Thanks to an external distribution push by Fifth Third Bancorp's asset management business, three key types of investments are now attracting at least as many dollars from outside the bank as inside it.
The Cincinnati company has increasingly offered rivals' investment management in its branches for more than five years, said E. Keith Wirtz, the president and chief investment officer of Fifth Third Asset Management Inc.
Its in-house products have faced growing competition. That has prompted Fifth Third's decision to offer its asset management nationally, Mr. Wirtz said.
Fifth Third Asset Management expanded its institutional business, which has $10 billion under management, outside the bank in 2004. Its separately managed account business, which has $2 billion under management, followed a year later. The company began offering its $13 billion-asset fund family through outside distributors last year, Mr. Wirtz said.
"We're sourcing more and more business in those three business lines away from the bank," he said.
With investors increasingly able to get third-party investment products at any bank, he said, financial institutions that manage assets in-house must decide whether to remain in that business, and if so, how to succeed.
"My opinion is that other banks are going through the same considerations as us, but haven't moved yet," said Mr. Wirtz, a Bank of America Corp. veteran who joined Fifth Third in 2003 to take charge of its investment arm.
A wave of realignment at banks and other financial firms was widely expected after Citigroup Inc. divested its asset management business in 2005 and Merrill Lynch & Co. Inc. followed suit in 2006. But that has yet to materialize, noted Alois Pirker, senior analyst with the research firm Aite Group LLC.
"I do think the overall direction is the same, though," he said. "After starting this open architecture, I don't think there is a way back into the old, cozy environment."

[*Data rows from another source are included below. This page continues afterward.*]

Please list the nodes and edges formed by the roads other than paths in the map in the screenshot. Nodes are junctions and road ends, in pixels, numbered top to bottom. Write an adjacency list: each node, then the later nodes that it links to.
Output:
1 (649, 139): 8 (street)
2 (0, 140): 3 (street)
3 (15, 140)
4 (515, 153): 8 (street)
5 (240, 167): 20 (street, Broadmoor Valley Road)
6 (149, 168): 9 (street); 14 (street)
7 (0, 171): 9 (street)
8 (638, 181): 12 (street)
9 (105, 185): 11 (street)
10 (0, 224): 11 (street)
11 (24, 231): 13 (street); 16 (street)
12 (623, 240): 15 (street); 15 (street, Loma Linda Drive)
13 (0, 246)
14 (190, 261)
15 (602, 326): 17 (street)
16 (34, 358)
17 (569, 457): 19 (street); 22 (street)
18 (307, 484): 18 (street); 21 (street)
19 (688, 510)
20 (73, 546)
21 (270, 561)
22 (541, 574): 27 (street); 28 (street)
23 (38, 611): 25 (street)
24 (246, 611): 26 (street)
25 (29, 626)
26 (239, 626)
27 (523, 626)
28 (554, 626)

Fifth Third's institutional products are distributed nationally through consultants and other traditional gatekeepers. Among the efforts to spur institutional business was the development in 2006 of an advisory service based on liability-driven investing, in which performance goals are linked to the future liabilities. Fifth Third has $200 million of assets under liability-driven investing-style management from pension plans and not-for-profit clients.
Fifth Third's separately managed accounts are sold through Merrill Lynch & Co. Inc. and Morgan Stanley, and its mutual funds are available through 50 distributors including Merrill, Morgan Stanley, and Fidelity Investments.

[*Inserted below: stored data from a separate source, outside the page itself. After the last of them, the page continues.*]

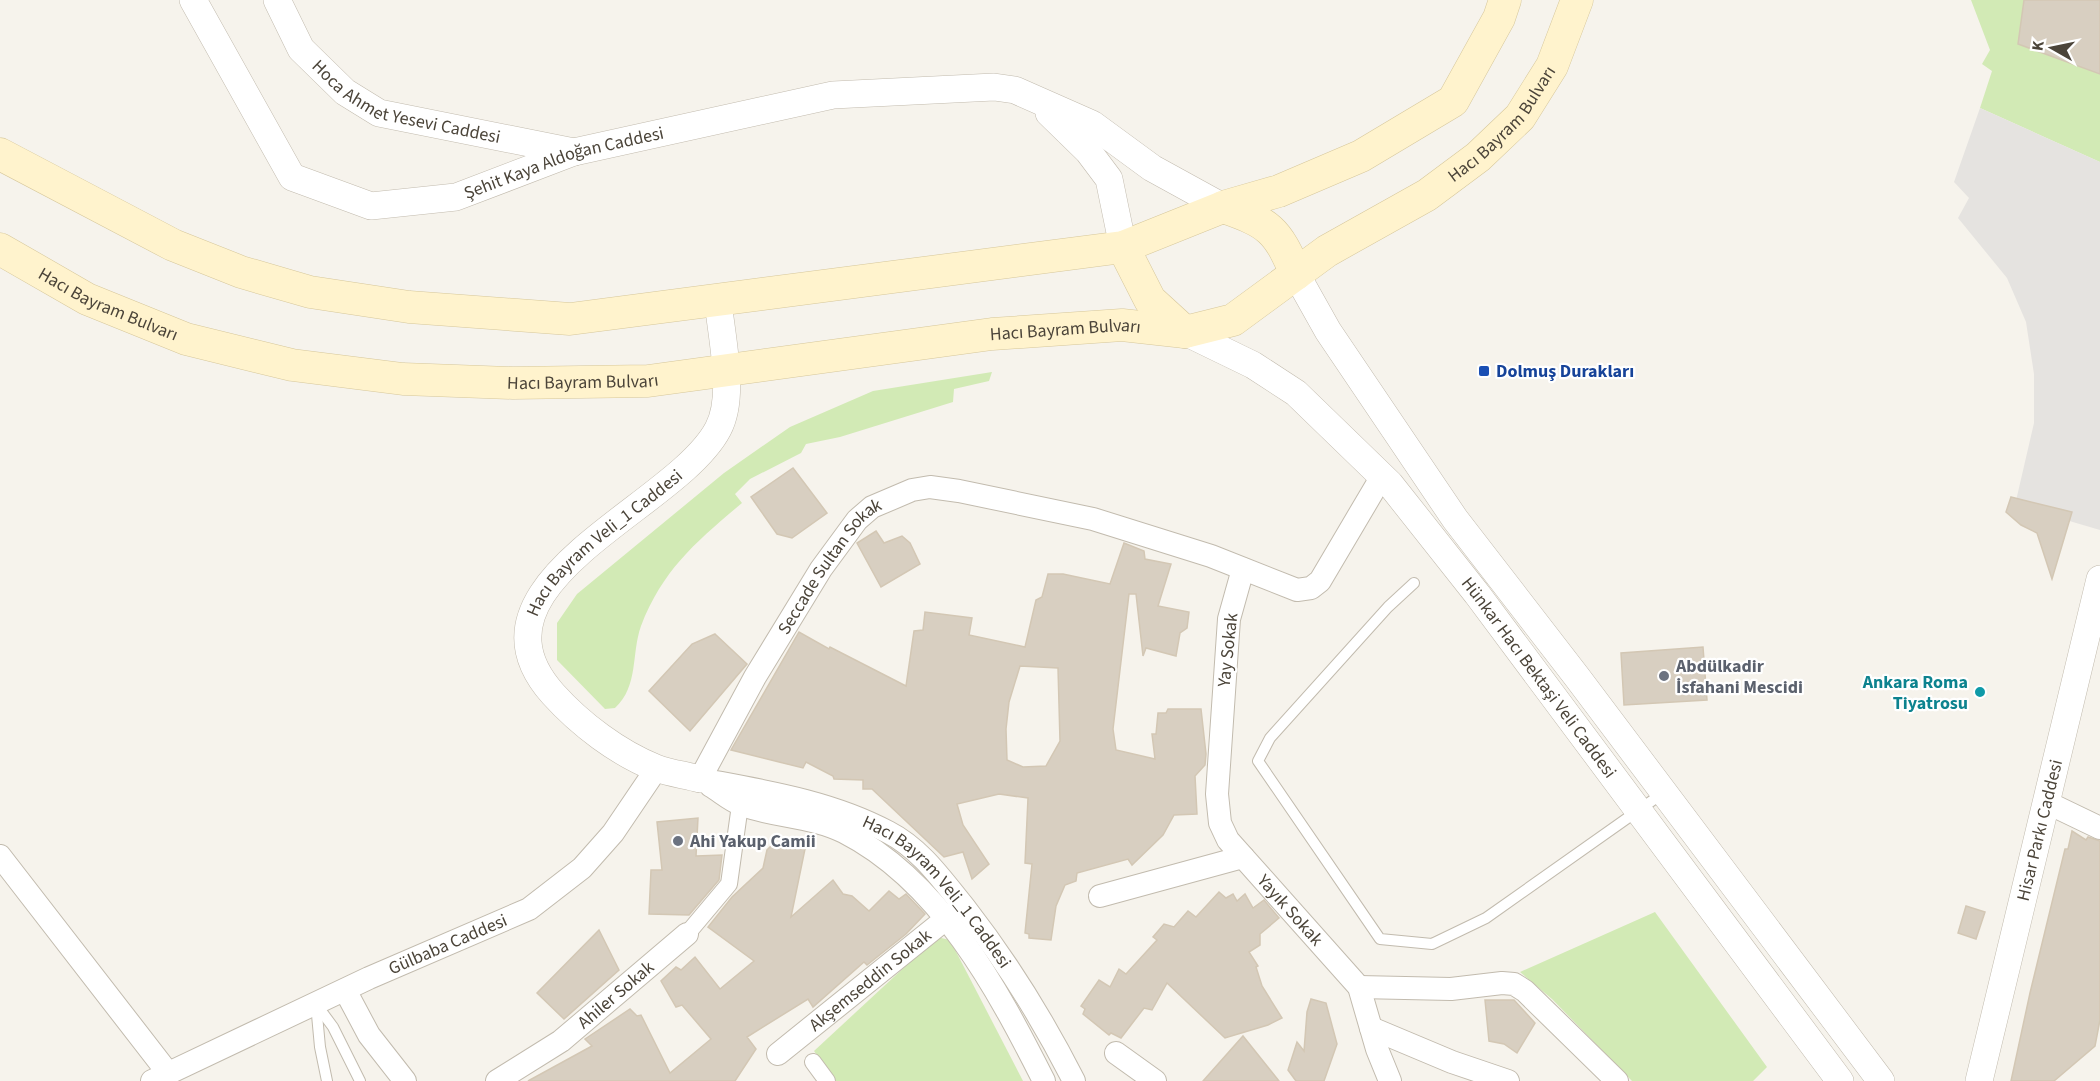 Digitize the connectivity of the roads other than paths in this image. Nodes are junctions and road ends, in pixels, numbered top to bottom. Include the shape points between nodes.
1 (194, 0) edge
2 (277, 0) edge
3 (1505, 0) edge
4 (1577, 0) edge
5 (1038, 101) junction
6 (574, 152) junction
7 (0, 154) edge
8 (1223, 207) junction
9 (1123, 247) junction
10 (0, 249) edge
11 (1296, 274) junction
12 (718, 300) junction
13 (1185, 332) junction
14 (725, 371) junction
15 (1382, 476) junction
16 (1243, 569) junction
17 (2100, 582) edge
18 (1414, 583) dead end
19 (657, 768) junction
20 (700, 779) junction
21 (1663, 793) junction
22 (2048, 803) junction
23 (740, 805) junction
24 (1636, 810) junction
25 (2100, 828) edge
26 (1223, 831) joint
27 (0, 856) edge
28 (1243, 857) junction
29 (1100, 896) dead end
30 (954, 912) junction
31 (687, 934) joint
32 (1359, 987) junction
33 (345, 990) junction
34 (316, 1004) junction
35 (1371, 1028) junction
36 (1116, 1053) dead end
37 (778, 1054) dead end
38 (813, 1062) dead end
39 (192, 1071) edge
40 (160, 1077) edge
41 (327, 1081) edge
42 (360, 1081) edge
43 (405, 1081) edge
44 (497, 1081) edge
45 (827, 1081) edge
46 (1044, 1081) edge
47 (1074, 1081) edge
48 (1155, 1081) edge
49 (1390, 1081) edge
50 (1508, 1081) edge
51 (1617, 1081) edge
52 (1840, 1081) edge
53 (1881, 1081) edge
54 (1979, 1081) edge

1 - 6 street, Şehit Kaya Aldoğan Caddesi via 292,177 371,206 456,197
2 - 6 street, Hoca Ahmet Yesevi Caddesi via 301,49 345,92 379,113
3 - 8 main road via 1453,101 1361,156 1279,190
4 - 11 main road, Hacı Bayram Bulvarı via 1551,66 1512,125 1478,157 1427,195 1327,251
5 - 6 street, Şehit Kaya Aldoğan Caddesi via 1015,90 994,87 833,95
5 - 8 street, Şehit Kaya Aldoğan Caddesi via 1092,124 1152,168
5 - 9 street via 1088,151 1108,179
7 - 12 main road via 173,245 241,272 310,292 409,307 570,319
8 - 9 main road
8 - 11 main road via 1266,224 1284,246
9 - 12 main road
9 - 13 main road, Hacı Bayram Bulvarı via 1150,300
10 - 14 main road, Hacı Bayram Bulvarı via 87,299 186,339 292,365 403,379 513,383 648,381
11 - 13 main road, Hacı Bayram Bulvarı via 1233,320
11 - 21 street, Hünkar Hacı Bektaşi Veli Caddesi via 1328,331 1455,519
12 - 14 street, Hacı Bayram Veli_1 Caddesi
13 - 14 main road, Hacı Bayram Bulvarı via 1122,325 992,334
13 - 15 street, Hünkar Hacı Bektaşi Veli Caddesi via 1252,365 1296,393
14 - 19 street, Hacı Bayram Veli_1 Caddesi via 727,404 719,429 709,443 540,593 526,639 530,659 543,683 561,703 609,742
15 - 16 street via 1330,567 1311,588 1297,590
15 - 24 street, Hünkar Hacı Bektaşi Veli Caddesi via 1477,594
16 - 20 street, Seccade Sultan Sokak via 1164,540 1044,508 930,487 902,493 872,507 856,520 821,569 755,677
16 - 26 street, Yay Sokak via 1229,618 1217,794
17 - 22 street, Hisar Parkı Caddesi
18 - 24 lane via 1270,738 1258,761 1380,939 1432,944 1486,918
19 - 20 street, Hacı Bayram Veli_1 Caddesi
19 - 33 street, Gülbaba Caddesi via 613,833 582,868 529,909
20 - 23 street, Hacı Bayram Veli_1 Caddesi
20 - 30 street, Hacı Bayram Veli_1 Caddesi via 817,804 889,832 945,880
21 - 24 lane
21 - 53 street, Hünkar Hacı Bektaşi Veli Caddesi
22 - 25 street
22 - 54 street, Hisar Parkı Caddesi
23 - 30 street, Hacı Bayram Veli_1 Caddesi via 818,822 842,832 890,862
23 - 31 street, Ahiler Sokak via 729,884
24 - 52 street, Hünkar Hacı Bektaşi Veli Caddesi
26 - 28 street, Yayık Sokak
27 - 40 street
28 - 29 street
28 - 32 street, Yayık Sokak
30 - 37 street, Akşemseddin Sokak
30 - 46 street, Hacı Bayram Veli_1 Caddesi
30 - 47 street, Hacı Bayram Veli_1 Caddesi via 984,931 1048,1030
31 - 44 street, Ahiler Sokak via 561,1041
32 - 35 street
32 - 51 street via 1450,989 1514,984
33 - 34 street, Gülbaba Caddesi
33 - 43 street via 376,1047
34 - 39 street, Gülbaba Caddesi
34 - 41 lane
34 - 42 lane via 333,1027
35 - 49 street
35 - 50 street
36 - 48 street
38 - 45 street
39 - 40 street, Gülbaba Caddesi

Mr. Wirtz described fund inflows from nonbank distributors as modest, but said the bank is seeing slight net outflows of its own funds as customers take advantage of open architecture in the brokerage and private bank areas. Fund sales should take three years to gain real traction through outside distributors, he said.
Fifth Third is considering renaming its Fifth Third Funds to emphasize their independence, Mr. Wirtz said. In March the company handed fund administration, custody, shareholder record keeping, and other duties to State Street Corp. and Boston Financial Data Services, its joint venture with DST Systems Inc. As a result, all back-end functions for the funds are now handled outside of Fifth Third, Mr. Wirtz said.
Experts said the funds' name recognition and performance as among the challenges to wider distribution. Morningstar Inc., the fund rating company, said Fifth Third's domestic stock, international stock, municipal bond, and taxable bond funds as average.
But Mr. Wirtz said Barron's in February ranked the fund family 17th out of 67, its best result in at least four years. And he is pruning the lineup so that only the funds with the strongest performance and most sought-after investment approaches remain. The funds number 30, down from 34 a year ago, and should reach "the low 20s" within the next year, he said.
At the same time, the family has added funds with a modern profile, including a "130/30" mutual fund, which uses a hedge-fund-like strategy and was rolled out last year. Early this year Fifth Third relaunched its International Equity Fund, having replaced its fundamental investing approach with a quantitative strategy. "Our family is from the mid-1980s, and was designed with the bank as the primary consideration," Mr. Wirtz said. "We want to have a menu that is competitive and viable for national distribution."